There is a similar story about my Uncle Mac.  Apparently, one of the workers got caught doing something, no one really remembers, but everyone does remember that he accused Uncle Mac of ratting him out and being an Uncle Tom.  Now you have to understand that Uncle Mac is probably the quietest in my family but that quietness doesn’t mean he is going to tolerate disrespect… so Uncle Mac held the man at knifepoint and let him know what would happen the next time he came at him like that.   The man ran straight to Uncle Bay who, by that time, was a manager at this new factory where Uncle Mac worked.  Uncle Bay just told the man: Well, he didn’t cut you, did you?  You look alright.   Now some of the more bougsie types might cringe at the knife in this story, but I don’t have that issue.  The man got what he had coming: don’t dish out something you can’t take in return.  You don’t get sympathy and coddling when you choose to be stupid.

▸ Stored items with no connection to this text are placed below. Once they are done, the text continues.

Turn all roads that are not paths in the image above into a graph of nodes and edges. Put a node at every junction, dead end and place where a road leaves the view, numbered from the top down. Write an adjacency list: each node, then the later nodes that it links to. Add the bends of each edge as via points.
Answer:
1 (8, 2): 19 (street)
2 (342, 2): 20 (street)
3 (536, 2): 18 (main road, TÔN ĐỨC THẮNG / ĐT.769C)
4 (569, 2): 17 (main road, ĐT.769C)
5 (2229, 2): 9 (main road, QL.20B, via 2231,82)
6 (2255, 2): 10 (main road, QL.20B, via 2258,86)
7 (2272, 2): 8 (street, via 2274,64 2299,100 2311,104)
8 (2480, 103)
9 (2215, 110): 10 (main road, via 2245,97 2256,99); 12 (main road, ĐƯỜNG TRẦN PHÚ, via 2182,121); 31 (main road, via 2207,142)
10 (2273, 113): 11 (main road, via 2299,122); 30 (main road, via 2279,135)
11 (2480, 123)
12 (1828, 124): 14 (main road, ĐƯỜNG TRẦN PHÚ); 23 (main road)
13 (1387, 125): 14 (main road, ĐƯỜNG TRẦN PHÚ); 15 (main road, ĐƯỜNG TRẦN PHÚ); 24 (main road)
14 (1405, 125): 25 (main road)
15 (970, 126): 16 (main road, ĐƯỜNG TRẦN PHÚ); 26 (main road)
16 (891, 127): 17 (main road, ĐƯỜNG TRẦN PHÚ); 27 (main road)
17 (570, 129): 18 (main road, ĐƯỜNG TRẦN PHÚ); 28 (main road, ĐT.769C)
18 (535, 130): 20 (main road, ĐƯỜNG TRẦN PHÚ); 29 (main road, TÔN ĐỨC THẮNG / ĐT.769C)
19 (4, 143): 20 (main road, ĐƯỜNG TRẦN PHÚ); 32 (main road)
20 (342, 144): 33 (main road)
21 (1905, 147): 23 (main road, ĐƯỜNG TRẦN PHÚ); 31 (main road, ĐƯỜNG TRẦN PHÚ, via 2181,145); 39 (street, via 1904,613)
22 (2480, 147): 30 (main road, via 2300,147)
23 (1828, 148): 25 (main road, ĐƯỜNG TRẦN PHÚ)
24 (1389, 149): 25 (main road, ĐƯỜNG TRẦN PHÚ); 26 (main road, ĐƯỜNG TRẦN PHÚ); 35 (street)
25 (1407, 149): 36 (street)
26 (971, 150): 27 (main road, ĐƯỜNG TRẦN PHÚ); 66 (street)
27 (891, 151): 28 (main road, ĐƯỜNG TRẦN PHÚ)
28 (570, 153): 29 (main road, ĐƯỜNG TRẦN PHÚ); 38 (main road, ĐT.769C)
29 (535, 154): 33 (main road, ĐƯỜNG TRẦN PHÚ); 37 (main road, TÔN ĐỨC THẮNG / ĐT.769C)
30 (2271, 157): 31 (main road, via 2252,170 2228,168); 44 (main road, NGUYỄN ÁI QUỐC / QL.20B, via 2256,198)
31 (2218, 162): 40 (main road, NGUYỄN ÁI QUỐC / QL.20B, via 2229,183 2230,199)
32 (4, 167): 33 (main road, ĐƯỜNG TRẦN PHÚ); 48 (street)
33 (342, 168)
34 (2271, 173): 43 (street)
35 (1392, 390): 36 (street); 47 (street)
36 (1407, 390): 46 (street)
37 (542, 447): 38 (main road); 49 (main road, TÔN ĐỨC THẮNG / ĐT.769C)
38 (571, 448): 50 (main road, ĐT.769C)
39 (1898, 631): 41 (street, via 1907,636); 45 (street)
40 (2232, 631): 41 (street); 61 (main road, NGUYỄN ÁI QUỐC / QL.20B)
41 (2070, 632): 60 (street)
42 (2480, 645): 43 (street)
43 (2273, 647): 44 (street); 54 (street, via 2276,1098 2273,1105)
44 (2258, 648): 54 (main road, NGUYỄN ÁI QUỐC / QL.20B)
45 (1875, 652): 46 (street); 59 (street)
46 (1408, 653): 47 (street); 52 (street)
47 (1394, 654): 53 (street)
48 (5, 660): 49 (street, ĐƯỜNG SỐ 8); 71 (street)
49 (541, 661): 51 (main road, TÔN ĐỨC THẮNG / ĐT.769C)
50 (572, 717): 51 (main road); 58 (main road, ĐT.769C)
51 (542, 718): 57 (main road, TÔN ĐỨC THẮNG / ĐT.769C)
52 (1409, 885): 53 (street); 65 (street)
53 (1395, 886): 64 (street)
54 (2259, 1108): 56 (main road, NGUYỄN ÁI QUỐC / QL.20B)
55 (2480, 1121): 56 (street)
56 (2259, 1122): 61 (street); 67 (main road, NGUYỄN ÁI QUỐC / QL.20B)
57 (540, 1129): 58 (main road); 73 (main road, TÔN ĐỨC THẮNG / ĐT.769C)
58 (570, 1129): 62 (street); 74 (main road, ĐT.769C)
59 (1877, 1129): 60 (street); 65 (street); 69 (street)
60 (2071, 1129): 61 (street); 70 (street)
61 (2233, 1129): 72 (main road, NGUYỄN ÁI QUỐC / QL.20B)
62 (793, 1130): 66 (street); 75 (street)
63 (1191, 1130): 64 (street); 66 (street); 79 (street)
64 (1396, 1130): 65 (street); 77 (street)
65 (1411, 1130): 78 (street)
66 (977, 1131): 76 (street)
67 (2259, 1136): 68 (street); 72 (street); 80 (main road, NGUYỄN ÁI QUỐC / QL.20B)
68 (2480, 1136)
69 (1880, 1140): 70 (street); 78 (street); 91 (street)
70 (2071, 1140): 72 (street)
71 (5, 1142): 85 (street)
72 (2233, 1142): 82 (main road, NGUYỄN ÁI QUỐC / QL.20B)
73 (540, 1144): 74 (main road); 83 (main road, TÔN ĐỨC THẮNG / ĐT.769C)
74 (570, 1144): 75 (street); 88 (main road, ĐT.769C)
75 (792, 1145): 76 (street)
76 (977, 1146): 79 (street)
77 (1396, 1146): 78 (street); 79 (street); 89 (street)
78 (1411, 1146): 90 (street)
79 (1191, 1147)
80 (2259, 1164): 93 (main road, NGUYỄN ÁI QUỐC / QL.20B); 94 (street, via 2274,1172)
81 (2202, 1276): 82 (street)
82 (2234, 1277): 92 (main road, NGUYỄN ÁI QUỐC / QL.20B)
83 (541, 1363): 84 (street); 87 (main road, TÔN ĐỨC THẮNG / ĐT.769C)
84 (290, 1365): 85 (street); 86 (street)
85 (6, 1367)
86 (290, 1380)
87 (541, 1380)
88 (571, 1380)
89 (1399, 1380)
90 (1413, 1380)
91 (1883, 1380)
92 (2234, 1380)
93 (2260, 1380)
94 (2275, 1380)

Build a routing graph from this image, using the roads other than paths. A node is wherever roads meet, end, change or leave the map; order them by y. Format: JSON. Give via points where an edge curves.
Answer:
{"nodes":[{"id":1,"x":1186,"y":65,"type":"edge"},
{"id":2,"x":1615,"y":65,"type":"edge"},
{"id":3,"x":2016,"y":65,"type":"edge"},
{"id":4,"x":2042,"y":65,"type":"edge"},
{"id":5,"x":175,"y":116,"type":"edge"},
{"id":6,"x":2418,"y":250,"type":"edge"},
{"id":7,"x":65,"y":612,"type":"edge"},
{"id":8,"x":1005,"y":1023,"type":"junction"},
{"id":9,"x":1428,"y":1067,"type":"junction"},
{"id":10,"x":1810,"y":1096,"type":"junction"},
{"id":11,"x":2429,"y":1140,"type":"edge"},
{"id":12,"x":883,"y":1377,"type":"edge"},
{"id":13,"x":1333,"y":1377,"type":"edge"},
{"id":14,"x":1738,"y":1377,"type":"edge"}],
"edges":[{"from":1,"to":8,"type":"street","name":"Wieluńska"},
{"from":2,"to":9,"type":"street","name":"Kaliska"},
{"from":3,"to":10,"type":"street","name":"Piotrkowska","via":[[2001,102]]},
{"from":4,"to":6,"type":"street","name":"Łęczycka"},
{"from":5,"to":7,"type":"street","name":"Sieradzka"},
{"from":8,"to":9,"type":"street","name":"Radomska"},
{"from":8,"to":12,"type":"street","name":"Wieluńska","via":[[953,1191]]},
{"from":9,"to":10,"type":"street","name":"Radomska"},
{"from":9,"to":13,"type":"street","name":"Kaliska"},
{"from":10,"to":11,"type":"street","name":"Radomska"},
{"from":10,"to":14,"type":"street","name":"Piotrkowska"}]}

Uncle Bay taught me that and he taught me that you don’t take the side of someone who is WRONG and disrespects your people, that’s not where you put your allegiance and you let them always know it too.  This goes for black folk who want to do wrong and then come at you sideways disrespectfully too— this is that real equal opportunity right here.  Sense wiseness doesn’t let you forsake real allies and loyalties.

nyansapo-wisdom-knot_design

Yes, I am using sense wiseness as a racial concept here.  If you have been told by every form of media that the darkness of your smooth skin, the thickness of your kinky curls, the fullness of your perfect lips, and the soul-stirring curves of your hips/thighs/backside are ALL WRONG, you need some hardcore sense wiseness to know these are lies and to see the beauty that everyone denies.  You need sense wiseness to know the truth behind a jury and judge of white women who say an unarmed black boy is a danger and should be killed.  You need sense wiseness to know that no, there’s nothing wrong with you when you see the white graduate students and faculty around you get support, nurture, and get-out-of-jail free-passes that you don’t. You need sense wiseness to know that your people are not unhuman, unlovable, unpretty even when the world suggests otherwise.   Every group does not have to cultivate sense wiseness like this; sense wiseness is what you need to counter dominance and power so those who represent that are not part of this counter-system.   Sense wiseness is what lets you question the dogma of a world that denigrates you and tries to control your thinking and action.  Certainly not all black people have it… and surviving this world won’t be easy for them.

My family taught me who to trust and who not to trust, who is real and who is domesticated. I know a white supremacist when I see one and I know someone who is acting in the service of white supremacy. I know what it means to be loyal and I know who my allegiances are reserved for.  I call all that sense wiseness and I am grateful for it.